2020New Zealand Book Awards for Children and Young Adults Junior Fiction Finalist
Stacy Gregg is NZ’s answer to Michael Morpurgo. Stacy is a captivating storyteller who weaves the plight of animals and humans together with history, adventure and suspense. Prince of Ponies is one of her best.
Prince of Ponies has a duel storyline, one in the present and one in Poland during the Second World War. Mira is a Syrian refugee now living in Berlin. She is bullied at school and her mother appears to be busy working (she is not mentioned much). However, Mira’s life is changed when she meets a spirited pony while walking in the woods. The pony leads her to Zofia, an old woman with an astounding story to tell. Mira agrees to write down Zofia’s story in exchange for riding lessons. As we discover more about Mira and watch her bond with Zofia and her pony Emir grow, we also discover Zofia’s past and her childhood in a Poland ruled by the Nazis. Mira’s skill as a rider grows to which leads to her competing in her first competition.

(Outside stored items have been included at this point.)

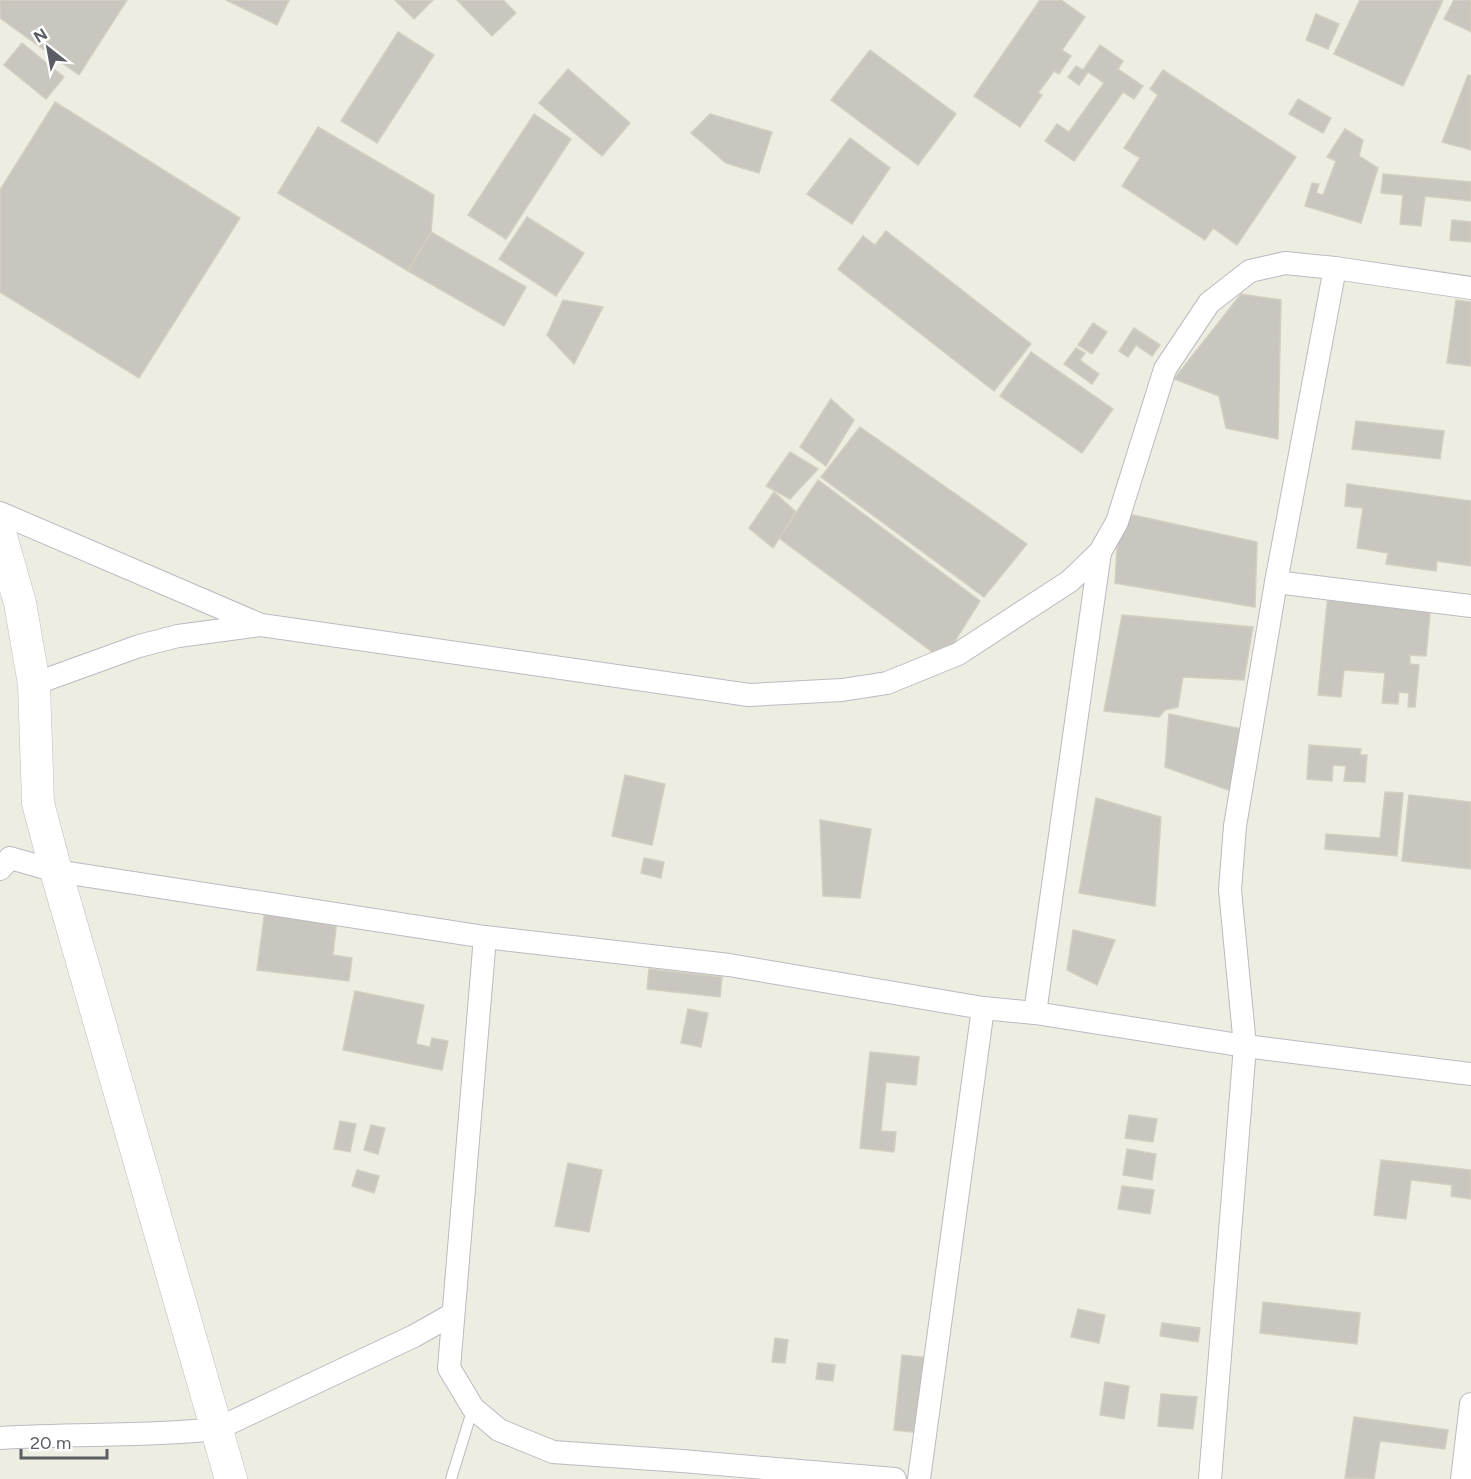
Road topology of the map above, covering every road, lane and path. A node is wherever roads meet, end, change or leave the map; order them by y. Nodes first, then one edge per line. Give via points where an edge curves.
1 (1335, 268) junction
2 (1471, 288) edge
3 (0, 513) edge
4 (0, 533) edge
5 (1100, 552) junction
6 (1276, 582) junction
7 (1471, 606) edge
8 (261, 625) junction
9 (34, 684) junction
10 (3, 861) edge
11 (56, 871) junction
12 (485, 937) junction
13 (983, 1008) junction
14 (1035, 1013) junction
15 (1245, 1046) junction
16 (1471, 1074) edge
17 (453, 1314) junction
18 (1471, 1404) edge
19 (473, 1408) junction
20 (217, 1429) junction
21 (0, 1438) edge
22 (679, 1470) edge
23 (231, 1479) edge
24 (451, 1479) edge
25 (895, 1479) edge
26 (919, 1479) edge
27 (1210, 1479) edge
28 (1462, 1479) edge

1 - 2 street
1 - 5 street via 1285,263 1250,272 1209,303 1166,369 1117,522
1 - 6 street
3 - 8 street
4 - 9 street via 20,603
5 - 8 street via 1070,581 958,654 887,683 842,690 749,694
5 - 14 street
6 - 7 street
6 - 15 street via 1235,826 1230,890
8 - 9 street via 178,636 139,646
9 - 11 street via 38,802
10 - 11 street
11 - 12 street
11 - 20 street
12 - 13 street via 729,965
12 - 17 street
13 - 14 street
13 - 26 street
14 - 15 street
15 - 16 street
15 - 27 street
17 - 19 street via 449,1368
17 - 20 street
18 - 28 street
19 - 22 street via 500,1430 554,1452
19 - 24 lane
20 - 21 street
20 - 23 street
22 - 25 street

There is something in this story for all readers – princely ponies, daring escapes, nail-biting competitions, history, and characters who you are routing for. Having read and loved The Princess and the Foal I really liked the cameo of Princess Jana. This was a nice connection between Stacy’s books. I also love the epilogue which connects the story to the history behind it. Stacy always makes this information accessible to her readers.

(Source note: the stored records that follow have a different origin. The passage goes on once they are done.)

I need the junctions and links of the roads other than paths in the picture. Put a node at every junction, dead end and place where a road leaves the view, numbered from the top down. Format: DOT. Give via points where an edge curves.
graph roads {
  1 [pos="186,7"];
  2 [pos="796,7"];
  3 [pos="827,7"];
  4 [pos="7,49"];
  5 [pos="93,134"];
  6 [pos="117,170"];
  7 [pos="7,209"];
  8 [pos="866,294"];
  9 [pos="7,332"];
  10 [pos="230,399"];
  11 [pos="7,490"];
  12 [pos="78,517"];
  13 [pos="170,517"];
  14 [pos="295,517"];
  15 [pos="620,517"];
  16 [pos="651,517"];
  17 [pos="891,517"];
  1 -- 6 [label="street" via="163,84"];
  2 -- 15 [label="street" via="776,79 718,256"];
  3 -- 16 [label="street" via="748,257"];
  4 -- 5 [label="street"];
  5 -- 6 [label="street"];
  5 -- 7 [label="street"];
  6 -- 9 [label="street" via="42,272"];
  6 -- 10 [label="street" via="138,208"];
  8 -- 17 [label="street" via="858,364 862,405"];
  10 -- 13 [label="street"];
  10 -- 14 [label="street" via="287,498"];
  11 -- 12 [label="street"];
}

My only niggle about this book is the cover. Much like Stacy’s other books I really wish the covers were more neutral to encourage boys to read them.
Lizard’s Tale by Weng Wai Chen is a story filled with mystery, intrigue, spies and secret missions, that keeps you on the edge of your seat. Set in Singapore in 1940 the story focuses on Lizard, a boy who steals a package that dangerous people want to get their hands on. Lizard is just a boy who steals to make ends meet but this latest job leaves him mixed up in Japanese plans to invade Singapore. Lizard’s friend, Lili, is secretly a special agent who is tasked with uncovering more about the Japanese plans. With the help of Lizard and his contacts, and a British girl staying at the Raffles Hotel, they set out to uncover the truth. The gunjin (Japanese military) are known for their ruthlessness and Lizard and his friends discover this first hand.
Lizard is a character who is very resourceful. He lost his parents at a young age and has been brought up by his uncle. His uncle disappeared suddenly several years ago so Lizard has to survive on his wits and the kindness of others. The girls in the story are quite resourceful too – Lili is a fearless secret agent and Georgina doesn’t live the sheltered life her parents believe she does.
Weng Wai Chan gives readers an interesting insight in to Singapore at the start of the Second World War. There are so many different nationalities in the city, from Chinese and Malay to British and Japanese. This is a period of history I didn’t know much about and I found it fascinating.
Lizard’s Tale is a very engaging story perfect for ages 10+. It’s a very worthy finalist in the 2020 NZ Book Awards for Children and Young Adults.